The BSiL aims to support more EY educators to achieve a L3 qualification

The BSiL strategy aims to have more people earning level 3 qualifications by introducing faster assessment routes for experienced staff, simplifying the number of qualifications for clarity, and transforming apprenticeship training routes. We welcome efforts to increase the number of level 3 qualified staff in the sector, and we encourage efforts to target baby room educators who may be lagging behind in level 3 qualifications. In addition to raising the proportion of qualified staff across the nursery, we want to see qualifications reviewed to ensure that they have a robust focus on 0-2 years olds woven throughout, especially in light of the completed expansion that has more babies entering group based provision.

In our study, only 54% of baby room educators were qualified at level 3, compared to 60% of staff in group based provision who are qualified at level 3 according to DfE (2024) statistics.

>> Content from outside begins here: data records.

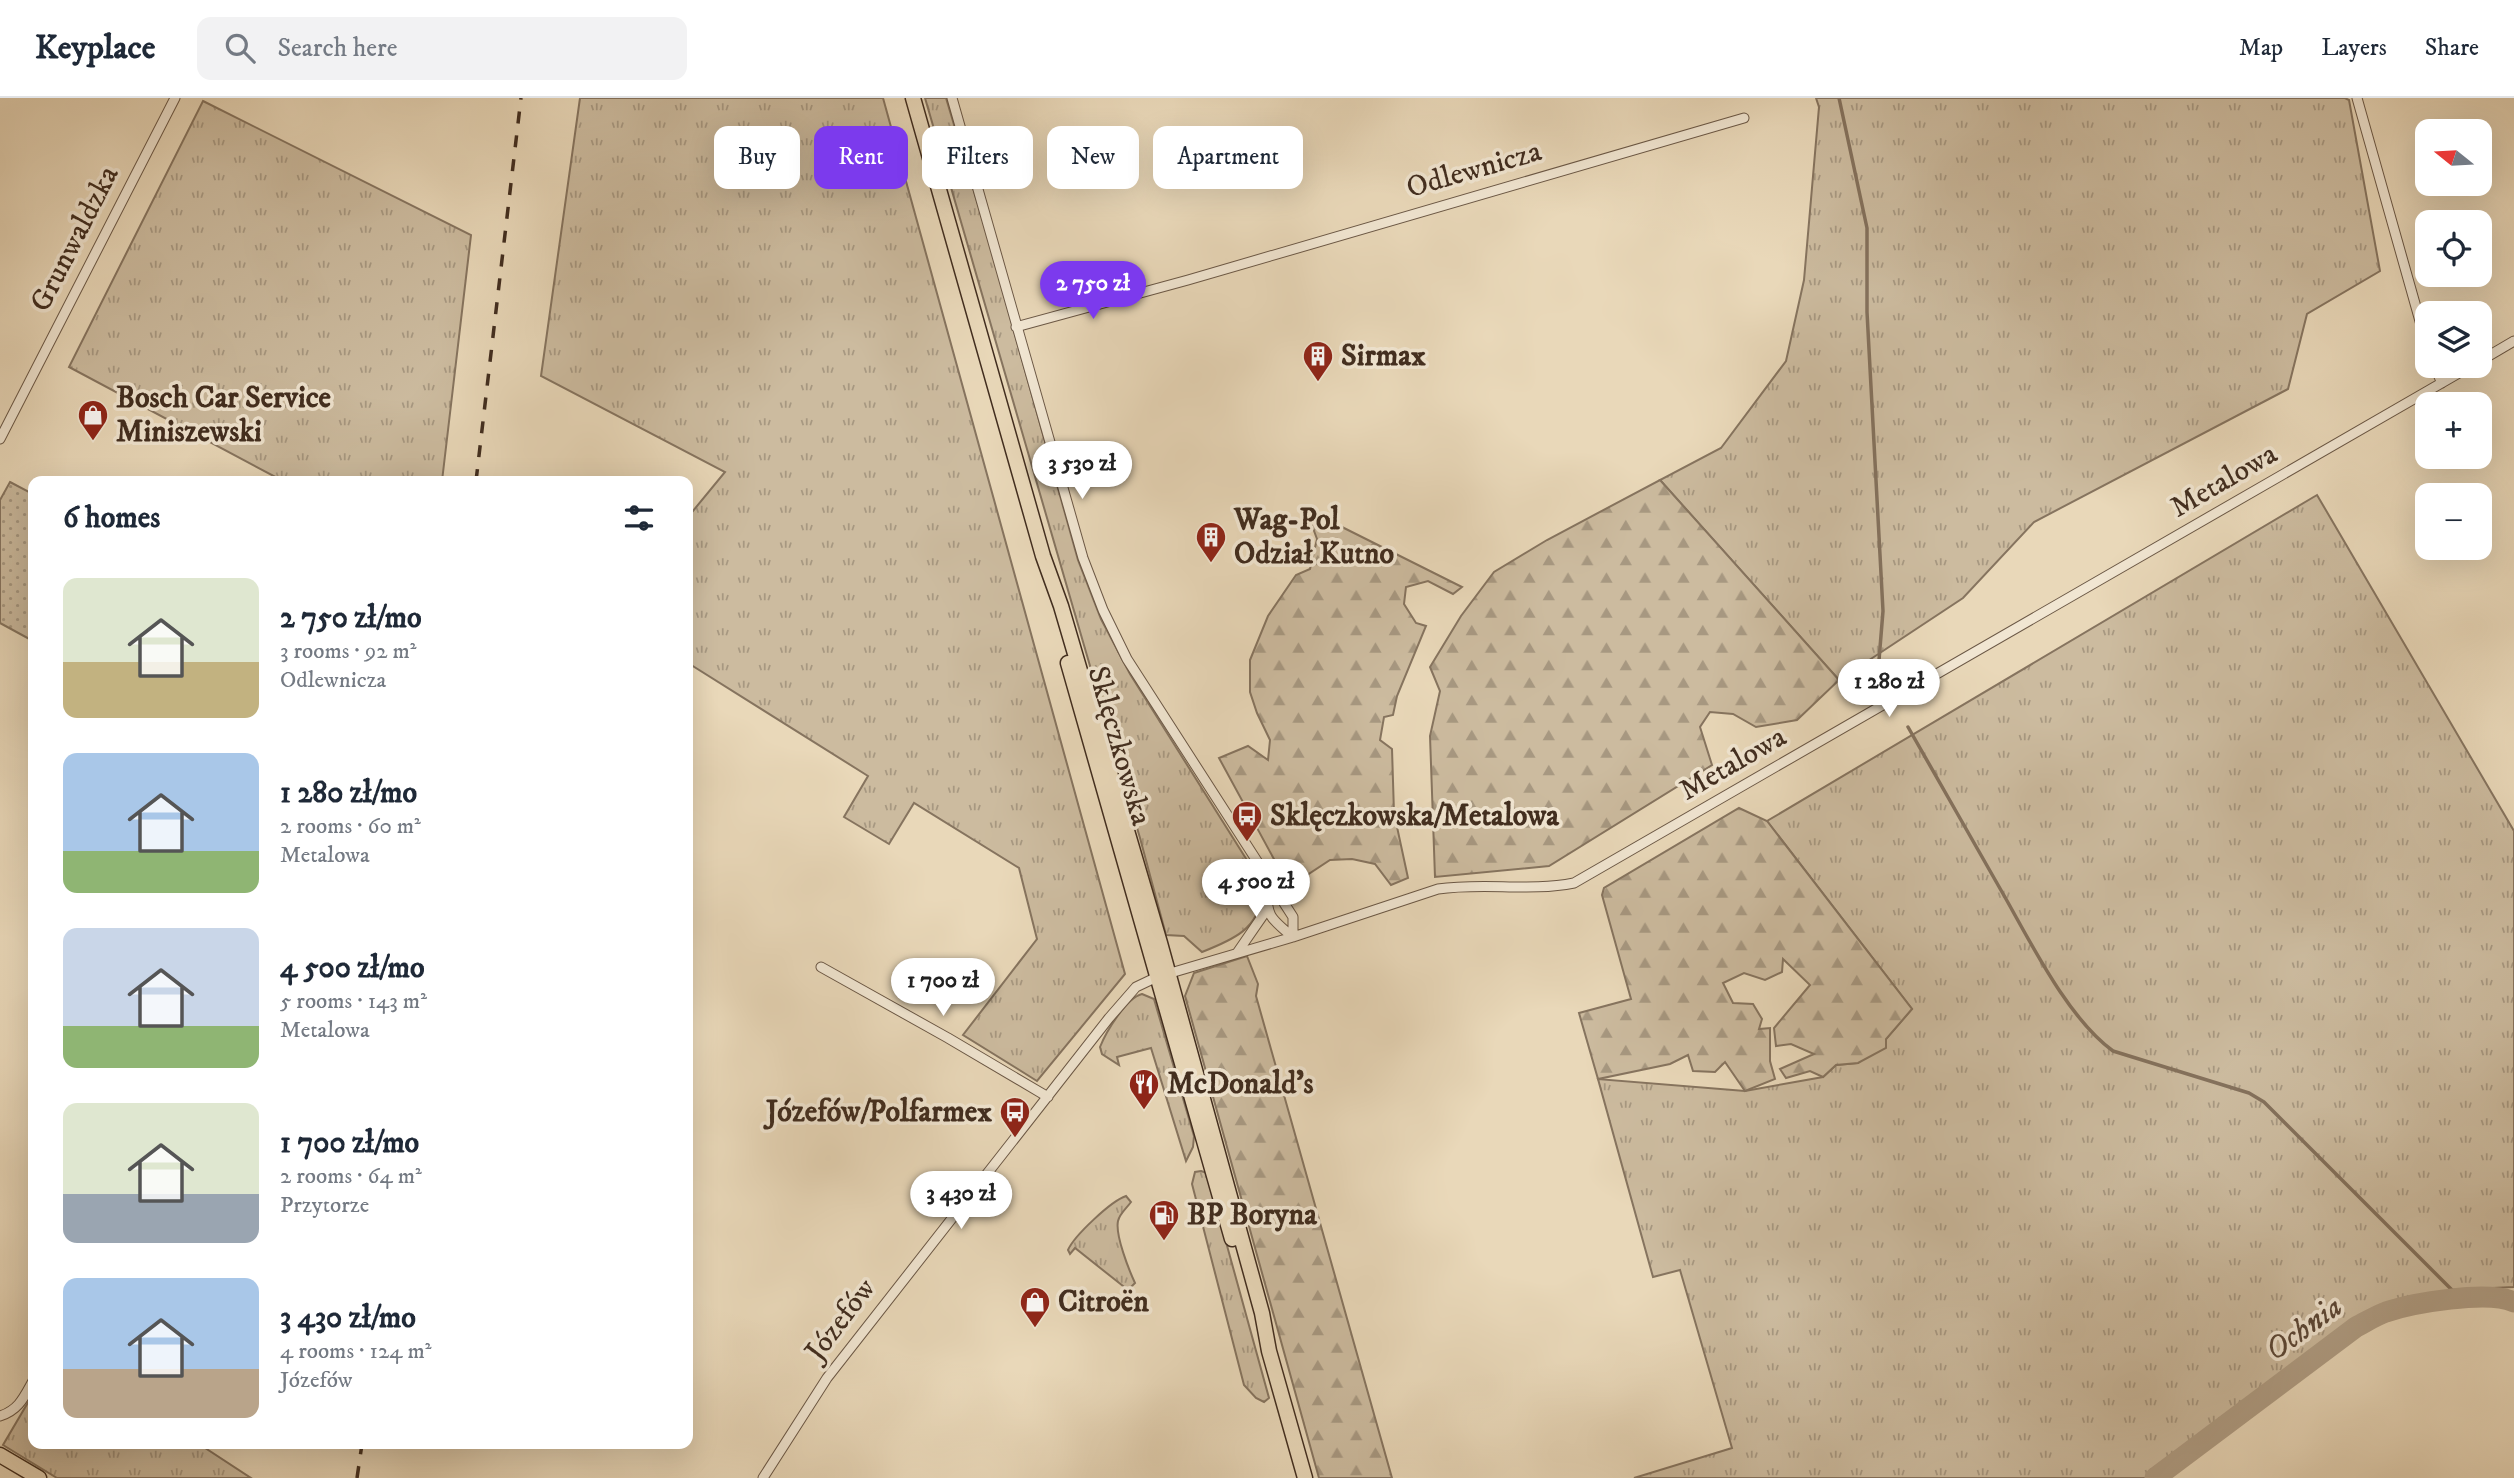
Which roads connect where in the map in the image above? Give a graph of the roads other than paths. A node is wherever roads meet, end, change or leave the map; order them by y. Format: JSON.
{"nodes":[{"id":1,"x":175,"y":98,"type":"edge"},
{"id":2,"x":913,"y":98,"type":"edge"},
{"id":3,"x":952,"y":98,"type":"edge"},
{"id":4,"x":2357,"y":98,"type":"edge"},
{"id":5,"x":1744,"y":118,"type":"dead end"},
{"id":6,"x":2415,"y":303,"type":"edge"},
{"id":7,"x":1016,"y":327,"type":"junction"},
{"id":8,"x":2514,"y":341,"type":"edge"},
{"id":9,"x":2492,"y":354,"type":"edge"},
{"id":10,"x":2440,"y":378,"type":"edge"},
{"id":11,"x":2451,"y":378,"type":"edge"},
{"id":12,"x":2442,"y":383,"type":"junction"},
{"id":13,"x":0,"y":439,"type":"edge"},
{"id":14,"x":1265,"y":877,"type":"junction"},
{"id":15,"x":1268,"y":908,"type":"junction"},
{"id":16,"x":1293,"y":937,"type":"junction"},
{"id":17,"x":1237,"y":953,"type":"junction"},
{"id":18,"x":821,"y":967,"type":"dead end"},
{"id":19,"x":1162,"y":975,"type":"junction"},
{"id":20,"x":1048,"y":1097,"type":"junction"},
{"id":21,"x":28,"y":1390,"type":"edge"},
{"id":22,"x":0,"y":1416,"type":"edge"},
{"id":23,"x":0,"y":1455,"type":"edge"},
{"id":24,"x":39,"y":1478,"type":"edge"},
{"id":25,"x":763,"y":1478,"type":"edge"},
{"id":26,"x":1305,"y":1478,"type":"edge"}],
"edges":[{"from":1,"to":13,"type":"street","name":"Grunwaldzka"},
{"from":2,"to":19,"type":"main road","name":"Sklęczkowska"},
{"from":3,"to":7,"type":"street"},
{"from":4,"to":6,"type":"street"},
{"from":5,"to":7,"type":"street","name":"Odlewnicza"},
{"from":7,"to":14,"type":"street"},
{"from":8,"to":9,"type":"street"},
{"from":10,"to":12,"type":"street"},
{"from":11,"to":12,"type":"street","name":"Metalowa"},
{"from":12,"to":16,"type":"street","name":"Metalowa"},
{"from":14,"to":15,"type":"street"},
{"from":14,"to":16,"type":"street"},
{"from":15,"to":16,"type":"street"},
{"from":15,"to":17,"type":"street"},
{"from":16,"to":17,"type":"street","name":"Metalowa"},
{"from":17,"to":19,"type":"street","name":"Metalowa"},
{"from":18,"to":20,"type":"street"},
{"from":19,"to":20,"type":"street","name":"Józefów"},
{"from":19,"to":26,"type":"main road","name":"Sklęczkowska"},
{"from":20,"to":25,"type":"street","name":"Józefów"},
{"from":21,"to":22,"type":"street"},
{"from":23,"to":24,"type":"main road"}]}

This raises concerns that baby room educators may be less qualified than educators in other rooms of nurseries. Our participants repeatedly raised the concern that the content of current qualifications do not align with the day-to-day needs of educators working in baby rooms:

‘I did my level 3 qualification as an apprentice in a nursery, but I found it didn’t really go into much about babies. It was more focused on two to fours.’

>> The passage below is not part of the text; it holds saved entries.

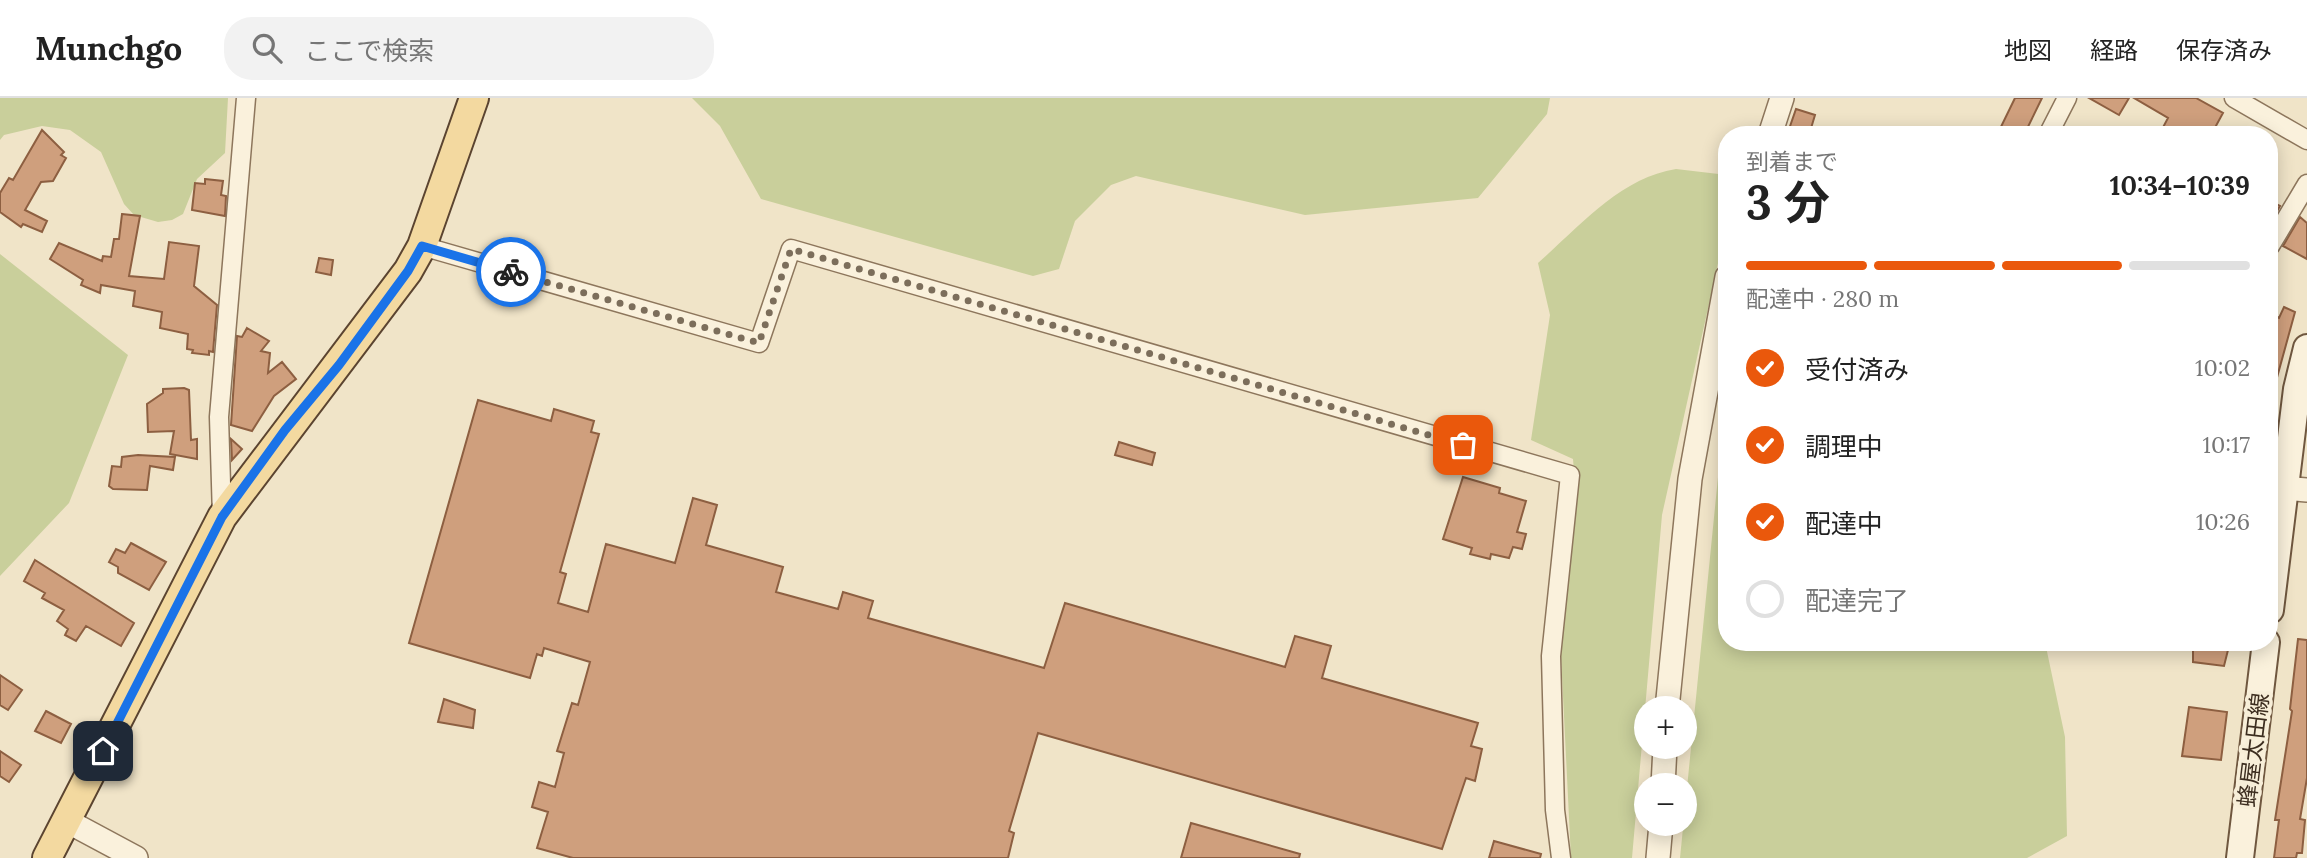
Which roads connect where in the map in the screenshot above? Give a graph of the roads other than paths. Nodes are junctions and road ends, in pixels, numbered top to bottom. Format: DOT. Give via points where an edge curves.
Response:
graph roads {
  1 [pos="246,98"];
  2 [pos="474,98"];
  3 [pos="1782,98"];
  4 [pos="2067,98"];
  5 [pos="2234,98"];
  6 [pos="1773,126"];
  7 [pos="2053,126"];
  8 [pos="2307,140"];
  9 [pos="2307,184"];
  10 [pos="2278,233"];
  11 [pos="422,246"];
  12 [pos="1718,326"];
  13 [pos="2307,348"];
  14 [pos="2287,488"];
  15 [pos="222,517"];
  16 [pos="2278,553"];
  17 [pos="2265,651"];
  18 [pos="1668,696"];
  19 [pos="67,821"];
  20 [pos="1660,836"];
  21 [pos="47,858"];
  22 [pos="136,858"];
  23 [pos="1561,858"];
  24 [pos="1658,858"];
  25 [pos="2240,858"];
  1 -- 15 [label="street" via="219,417"];
  2 -- 11 [label="main road"];
  3 -- 6 [label="street"];
  4 -- 7 [label="street"];
  5 -- 8 [label="street"];
  9 -- 10 [label="street"];
  11 -- 15 [label="main road" via="339,365"];
  11 -- 23 [label="street" via="759,343 791,249 1570,475 1551,656 1555,810"];
  12 -- 18 [label="street" via="1690,479"];
  13 -- 14 [label="main road" via="2297,389"];
  14 -- 16 [label="main road"];
  15 -- 19 [label="main road"];
  17 -- 25 [label="main road, 蜂屋太田線"];
  19 -- 21 [label="main road"];
  19 -- 22 [label="street"];
  20 -- 24 [label="street"];
}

‘Where I think back years ago when I did the NNEB, we had to learn Mary Sheridan inside out. You had to know everything, where now it’s skipped across. Sometimes I feel the trainings that they have [are] for like philosophies and like regulations and legislation and stuff like that, rather than what we need to do when we’re actually working.’

The BSiL aims to strengthen health visiting services

The BSiL strategy aims to strengthen health visiting services by ‘reducing variation in the reach and quality of development and health reviews to ensure all families have access to high-quality, personalised support’ (pg. 21). As the government tests new ways of delivering the health visiting service to better meet families’ needs, we raise the question of the role of baby room educators in delivering this service. Our report shows that interprofessional working between baby room educators and health visitors is often a missed opportunity:

‘We’re going to know [the babies] much better than health visitors… So, this is an opportunity to push for integrated checks to actually happen, and I think we would all value that.’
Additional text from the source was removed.